The post-season is a chance to reset. To remember all the positives from the previous season and get excited for more of the same. To rationalise things that didn’t go accordingly to plan and expect it to be changed this time around as this season is different. It’s the feeling and reason why we continue to follow the teams we do, despite most of us being let down by them season after season.
And we are no different to this as a County FA. Every year we optimistically and boldly look forward to the new season.
As a County FA we are ultimately responsible for ensuring our game is an enjoyable place to play, coach, officiate and watch football within Cumberland.
We are therefore please to see that last season (22-23) saw an improvement in behaviour across the board, but understand that just one serious incident or negative experience could impact an individual so deeply that they walk away from the game forever.
However, the data just give us some reasons to be cheerful and I would like to thank our leagues, clubs, and match officials for their continued commitment to protecting the game that we love.
And this is the key we all love and care passionately about the game and, in the cases of those significant others watching their loved ones, those playing it.
Football is an emotive and passionate game, but this shouldn’t be and is not an excuse for any such behaviour.
We want people to be proud, passionate and to show their love of the game, but all we are asking is that you do it in the right way.

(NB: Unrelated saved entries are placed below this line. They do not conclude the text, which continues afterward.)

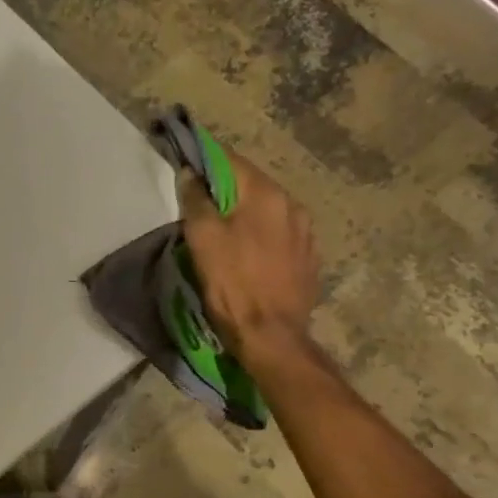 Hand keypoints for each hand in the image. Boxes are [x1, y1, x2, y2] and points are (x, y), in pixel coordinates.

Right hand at [178, 147, 319, 371]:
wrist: (271, 337)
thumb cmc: (232, 284)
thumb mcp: (203, 240)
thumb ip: (196, 201)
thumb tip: (191, 174)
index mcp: (267, 195)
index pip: (232, 161)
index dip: (206, 162)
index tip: (188, 168)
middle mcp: (293, 205)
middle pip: (252, 186)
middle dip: (227, 191)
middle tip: (202, 207)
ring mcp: (306, 234)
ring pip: (268, 212)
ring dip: (246, 216)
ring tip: (226, 234)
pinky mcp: (309, 260)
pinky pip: (281, 237)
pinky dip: (262, 237)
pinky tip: (250, 256)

And the good news is that the vast majority of those involved in our game do so in a positive way with Cumberland FA statistics, from this season, suggesting that 94% of the games went without any incident.

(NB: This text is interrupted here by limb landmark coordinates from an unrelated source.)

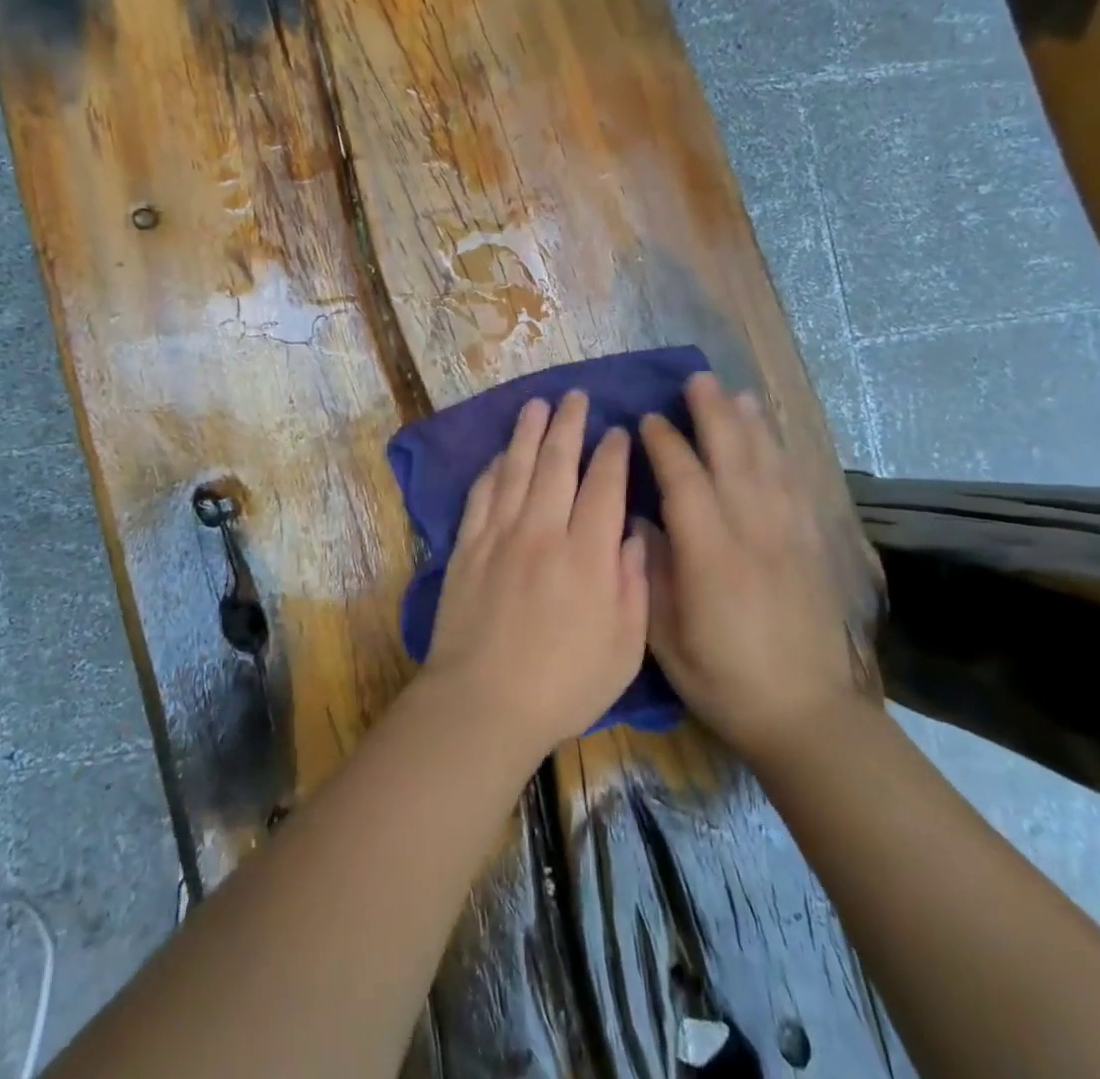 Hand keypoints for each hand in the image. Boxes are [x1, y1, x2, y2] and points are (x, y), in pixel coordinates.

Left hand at [422, 391, 649, 761]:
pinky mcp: (466, 547)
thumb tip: (632, 535)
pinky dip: (491, 470)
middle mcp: (542, 532)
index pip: (604, 486)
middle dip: (569, 425)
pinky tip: (498, 456)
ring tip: (536, 404)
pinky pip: (480, 495)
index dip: (612, 454)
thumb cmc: (563, 685)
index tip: (617, 432)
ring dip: (527, 433)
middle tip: (576, 397)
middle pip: (557, 463)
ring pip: (515, 469)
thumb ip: (633, 585)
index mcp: (587, 555)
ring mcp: (499, 535)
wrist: (482, 703)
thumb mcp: (624, 649)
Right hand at [638, 373, 868, 760]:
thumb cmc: (724, 680)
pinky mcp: (811, 546)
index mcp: (711, 556)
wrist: (806, 714)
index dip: (665, 445)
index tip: (647, 420)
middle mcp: (753, 533)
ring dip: (750, 424)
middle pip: (732, 457)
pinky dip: (782, 454)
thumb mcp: (666, 638)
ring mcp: (789, 536)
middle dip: (713, 414)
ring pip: (768, 464)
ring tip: (735, 393)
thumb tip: (640, 521)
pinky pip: (796, 486)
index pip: (685, 481)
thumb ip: (651, 573)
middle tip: (697, 380)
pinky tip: (773, 439)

So, there is clearly just a small, but increasing, number of people who appear to have lost sight of these fundamental principles of football and what is and what is not acceptable in terms of behaviour.
Let us make it clear to those people that your actions determine the enjoyment of the players, spectators, and officials around you. Every shout, argument, unpleasant comment, confrontation, threat, or violent act, can and will impact the experience of every other individual who loves the game and is therefore unacceptable
We know that there will be, on occasions, poor practice from opponents. However, this is not within your control, and is not a reason for mirroring actions, as two wrongs don’t make a right.

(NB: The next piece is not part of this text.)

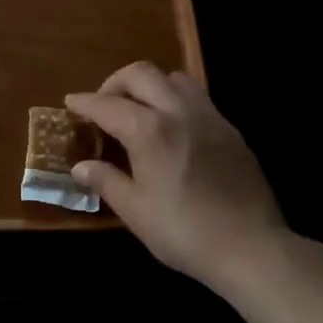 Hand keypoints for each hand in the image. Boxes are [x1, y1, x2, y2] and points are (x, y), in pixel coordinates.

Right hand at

Instead, if you are ever aggrieved then, after the game, you can report your concerns to your club, via your Coach or Club Welfare Officer, or to The County FA or your respective league to allow them to investigate and take any necessary action.
Similarly, there will be times when referees get it wrong, or make a decision that you believe incorrect and goes against you or your team. We can assure you that, whilst you may not always agree with their decisions, match officials, whether qualified or volunteering, are not your opposition. They are doing it to because they enjoy it, or if volunteering, to ensure that the game goes ahead and so if they do not have a positive experience they will not continue.
Likewise, the league and club officials who spend many hours organising your games and the club coaches who arrive before and leave after you are all volunteers, who are not paid for what they do. This means that if they feel that their efforts are not appreciated, or they have a bad experience that they are also likely to walk away from the league, club, or the game all together.
Referees and volunteers are the foundation of the grassroots game, so it should go without saying that any loss of a volunteer will have a direct consequence on your ability to be involved in a match, as without them the game simply does not exist.
So, we urge everyone to reflect upon and manage their own behaviour to be more considerate, more responsible, and more respectful to everyone.
In doing so, you will play your part in protecting those playing a game you care so much about.
I know that you care because I am one of you, an ex-grassroots player, a coach, a parent, a football supporter, and because you are also like me and I, channelling my inner Patrice Evra...
“I Love This Game”.
On behalf of Cumberland FA, we wish all the best to all involved for the 2023-24 season.